O que está decidido pelo Supremo Tribunal Federal (STF), com a efetivação suspensa pelo pedido de vista extemporâneo do ministro Dias Toffoli, é que, uma vez réu, o integrante da linha de substituição tem que ser afastado dessa posição, que o habilita a exercer a presidência da República. Se o próprio presidente não pode ser réu, muito menos alguém que tenha que substituí-lo eventualmente pode sê-lo.
Isso implica que, se for recebida uma denúncia contra o presidente do Senado, da Câmara ou do STF, esse agente automaticamente deve ser afastado dessa presidência, podendo, porém, permanecer no exercício do cargo de origem (senador, deputado ou ministro do STF). O mérito da medida é impedir que uma pessoa nessas condições exerça a liderança institucional máxima.
Uma suposta “linha sucessória” não existe, pois há apenas um sucessor legal do presidente brasileiro, que é seu vice, que o substitui em eventualidades, ou o sucede em caso de vacância permanente, por doença, morte ou impeachment. Os presidentes da Câmara, Rodrigo Maia, e do Senado, Renan Calheiros, assim como a presidente do Supremo, ministra Carmem Lucia, portanto, não fazem parte da linha sucessória, mas substituem o presidente por um período de no máximo 90 dias, para convocar eleições.
Do ponto de vista constitucional, portanto, Michel Temer não tem vice-presidente, assim como Itamar Franco e Sarney não tiveram, mas o partido Rede, que impetrou a ação que foi julgada ontem pelo plenário do Supremo defende que um réu não pode substituir o presidente da República, mesmo em caráter provisório.
Após o STF confirmar o julgamento, Renan Calheiros perderá automaticamente a presidência do Senado se tiver denúncia contra si recebida, e já há uma aguardando pauta. Ele não pode simplesmente "abrir mão" de assumir a presidência da República e passar para o próximo, afirma o Juiz Marlon Reis. Essa prerrogativa não é dele, mas do cargo. Por isso ele sai do cargo para que o Senado não perca a prerrogativa.
A Arguição de Descumprimento de Preceito Fundamental (ADPF) apresentada pela Rede Sustentabilidade foi arquitetada na Faculdade de Direito da UERJ, pelos advogados Daniel Sarmento, principal autor da ação no Supremo, e Eduardo Mendonça, que ficou com o escritório de advocacia do hoje ministro do STF Luis Roberto Barroso, que por esta razão declarou-se impedido de participar do julgamento.
O pedido de vista feito por Toffoli, depois que cinco ministros já haviam dado seus votos a favor da tese, teve o efeito prático de ajudar o senador Renan Calheiros a permanecer na presidência do Senado mais tempo, provavelmente até o fim de seu mandato, que termina em janeiro.
Como o recesso do Judiciário é de 20 de dezembro a 20 de janeiro, dificilmente haverá tempo útil para o caso voltar a julgamento nesse período, mesmo que nele seja julgado, o que é improvável, um dos 11 processos contra ele que já está liberado pelo ministro Edson Facchin.
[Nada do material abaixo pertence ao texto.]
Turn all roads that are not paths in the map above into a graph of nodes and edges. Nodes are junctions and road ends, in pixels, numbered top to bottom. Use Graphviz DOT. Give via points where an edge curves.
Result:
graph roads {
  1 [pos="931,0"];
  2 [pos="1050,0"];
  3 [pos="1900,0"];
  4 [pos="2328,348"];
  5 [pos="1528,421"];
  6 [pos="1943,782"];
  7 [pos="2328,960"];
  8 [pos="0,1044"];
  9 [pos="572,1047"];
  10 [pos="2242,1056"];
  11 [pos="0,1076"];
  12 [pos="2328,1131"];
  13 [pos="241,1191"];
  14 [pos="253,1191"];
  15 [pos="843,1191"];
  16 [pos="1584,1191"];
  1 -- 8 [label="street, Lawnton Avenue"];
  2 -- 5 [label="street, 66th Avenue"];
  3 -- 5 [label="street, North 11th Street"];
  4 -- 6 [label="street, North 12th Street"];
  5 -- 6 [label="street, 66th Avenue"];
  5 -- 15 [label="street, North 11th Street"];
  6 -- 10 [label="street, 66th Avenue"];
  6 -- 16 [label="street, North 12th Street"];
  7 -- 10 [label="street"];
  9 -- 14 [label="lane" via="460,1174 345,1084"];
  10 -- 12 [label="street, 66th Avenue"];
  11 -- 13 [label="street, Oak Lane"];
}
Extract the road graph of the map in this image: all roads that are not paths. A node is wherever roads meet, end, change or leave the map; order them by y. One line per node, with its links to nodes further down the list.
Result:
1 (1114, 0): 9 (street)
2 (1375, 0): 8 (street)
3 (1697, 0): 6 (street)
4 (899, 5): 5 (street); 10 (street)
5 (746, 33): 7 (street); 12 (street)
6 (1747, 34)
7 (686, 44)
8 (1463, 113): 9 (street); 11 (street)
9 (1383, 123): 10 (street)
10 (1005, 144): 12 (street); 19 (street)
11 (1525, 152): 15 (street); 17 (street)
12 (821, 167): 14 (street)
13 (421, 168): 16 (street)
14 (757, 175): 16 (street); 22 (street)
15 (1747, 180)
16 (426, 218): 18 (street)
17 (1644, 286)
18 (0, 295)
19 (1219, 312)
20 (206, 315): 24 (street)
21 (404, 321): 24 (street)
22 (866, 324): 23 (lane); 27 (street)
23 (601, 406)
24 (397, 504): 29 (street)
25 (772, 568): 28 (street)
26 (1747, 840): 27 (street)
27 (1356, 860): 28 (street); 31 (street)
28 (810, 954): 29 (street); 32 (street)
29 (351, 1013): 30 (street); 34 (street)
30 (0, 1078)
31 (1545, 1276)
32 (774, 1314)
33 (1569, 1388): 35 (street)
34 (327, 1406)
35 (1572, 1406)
Trata-se de decidir se a empreiteira Mendes Junior pagou pensão alimentícia à jornalista Mônica Veloso, com quem o parlamentar tem uma filha fora do casamento. O escândalo data de 2007 e provocou a renúncia de Renan da presidência do Senado, para não ser cassado.
A atitude de Toffoli foi tão extemporânea que o ministro Celso de Mello decidiu dar mesmo assim o sexto voto, que formou a maioria do plenário a favor da proibição de que um réu permaneça na linha de substituição do presidente da República.
Anteriormente, o ministro Toffoli havia sido derrotado pela maioria na primeira decisão do dia, quando se posicionou contra dar prosseguimento ao julgamento por “perda de objeto”, já que a ação original referia-se ao então presidente da Câmara Eduardo Cunha que já saiu da linha de substituição do presidente da República.
A suspensão do julgamento sem a formalização da decisão que já está tomada é um favor, voluntário ou não, ao presidente Michel Temer, que temia que a saída de Renan Calheiros da presidência do Senado prejudicasse a votação da PEC do controle de gastos ainda este ano.
O juiz Marlos Reis, conhecido por sua atuação na aprovação da Lei da Ficha Limpa, considera que a Câmara e o Senado não mais elegerão réus, ou potenciais réus, para a sua presidência. “O efeito profilático da medida para o futuro é avassalador”, comemora o juiz, que lançou a tese que foi encampada pela Rede num artigo no Globo, a propósito do então presidente da Câmara Eduardo Cunha.